The return flight from Honolulu to Houston was full.
More passengers wore masks. When we exited the plane, my family waited at the gate for my uncle to deboard last, his broken foot slowing him down. I, with chronic allergies, let out a small cough, causing a stranger to move to the other side of the gate. Our next flight, from Houston to Des Moines, sat not even half full.
We left the island on March 22 and the next day Hawaii announced its own stay-at-home order. Our second resort closed two days after our check-out. My family quarantined for two weeks, not daring to even enter a grocery store, scared we could pass on the virus. Throughout the pandemic, though in the following months a few made contact with the virus, no one in my immediate family ever tested positive for COVID-19.

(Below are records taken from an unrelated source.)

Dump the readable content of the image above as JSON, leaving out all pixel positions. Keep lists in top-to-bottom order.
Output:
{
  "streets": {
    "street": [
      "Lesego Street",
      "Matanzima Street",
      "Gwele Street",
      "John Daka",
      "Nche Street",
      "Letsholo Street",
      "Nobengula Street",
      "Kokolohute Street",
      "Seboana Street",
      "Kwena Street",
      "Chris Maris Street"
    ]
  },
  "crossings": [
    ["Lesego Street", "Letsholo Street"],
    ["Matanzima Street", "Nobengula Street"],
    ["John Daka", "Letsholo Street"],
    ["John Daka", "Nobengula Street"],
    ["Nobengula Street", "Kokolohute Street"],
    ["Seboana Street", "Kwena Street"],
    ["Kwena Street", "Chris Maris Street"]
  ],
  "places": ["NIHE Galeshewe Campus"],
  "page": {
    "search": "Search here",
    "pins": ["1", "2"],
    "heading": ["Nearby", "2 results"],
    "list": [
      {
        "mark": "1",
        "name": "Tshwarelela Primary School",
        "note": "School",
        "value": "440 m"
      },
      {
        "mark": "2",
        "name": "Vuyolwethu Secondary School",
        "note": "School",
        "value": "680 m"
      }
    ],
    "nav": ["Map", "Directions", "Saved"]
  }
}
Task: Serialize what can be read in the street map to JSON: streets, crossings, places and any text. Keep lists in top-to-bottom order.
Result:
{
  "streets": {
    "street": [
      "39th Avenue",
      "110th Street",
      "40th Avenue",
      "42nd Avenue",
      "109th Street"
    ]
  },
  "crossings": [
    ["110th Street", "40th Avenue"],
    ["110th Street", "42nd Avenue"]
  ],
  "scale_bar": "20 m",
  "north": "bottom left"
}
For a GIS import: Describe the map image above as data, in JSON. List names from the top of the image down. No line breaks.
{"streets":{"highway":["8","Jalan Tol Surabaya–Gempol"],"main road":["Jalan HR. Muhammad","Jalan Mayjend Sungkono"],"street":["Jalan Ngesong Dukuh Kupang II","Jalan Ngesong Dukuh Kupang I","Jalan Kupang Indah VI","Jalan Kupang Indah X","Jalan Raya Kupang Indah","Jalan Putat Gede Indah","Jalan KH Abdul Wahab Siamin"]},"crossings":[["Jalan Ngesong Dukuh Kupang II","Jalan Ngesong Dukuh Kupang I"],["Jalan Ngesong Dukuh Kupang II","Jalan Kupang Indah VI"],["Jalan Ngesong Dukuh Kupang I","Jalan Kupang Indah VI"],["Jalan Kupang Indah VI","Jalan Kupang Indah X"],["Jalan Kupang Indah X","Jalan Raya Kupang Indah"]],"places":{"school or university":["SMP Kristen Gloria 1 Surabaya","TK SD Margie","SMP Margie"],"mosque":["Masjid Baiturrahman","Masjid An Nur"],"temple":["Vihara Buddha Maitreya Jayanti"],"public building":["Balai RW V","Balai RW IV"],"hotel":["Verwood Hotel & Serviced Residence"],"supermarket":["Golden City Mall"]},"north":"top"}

Lucky for us, our trip did not end in anyone contracting COVID. The worry we held seems a bit silly in retrospect, seeing how numbers sit higher in the summer of 2021 than they numbered in March of 2020, but people are traveling once again.
The guilt on the other hand—still yet to subside for me.
I still wonder, was the trip worth it? I loved my time on the beach, the books I read, the time spent with family and the nights under a clear Hawaii sky, where the stars felt so close I wanted to reach out and grab them. If we sat next to the wrong person in the airport or ran into someone sick at the grocery store just before leaving, we would possibly spread the virus.
As mask mandates end and parties ramp up, I can’t help but check the daily death toll. Over 600,000 Americans died from this virus in the last year and a half, yet we still prioritize ourselves above the good of those most vulnerable.
Not to be a bummer, but should we really celebrate the end of COVID just yet? Should we not feel a little guilt for rushing to the beaches? Or will another day come, sometime this fall, where we will watch as the world shuts down? I just hope this time, I don’t find myself on a beach the next day. I don’t know how I’ll handle the guilt.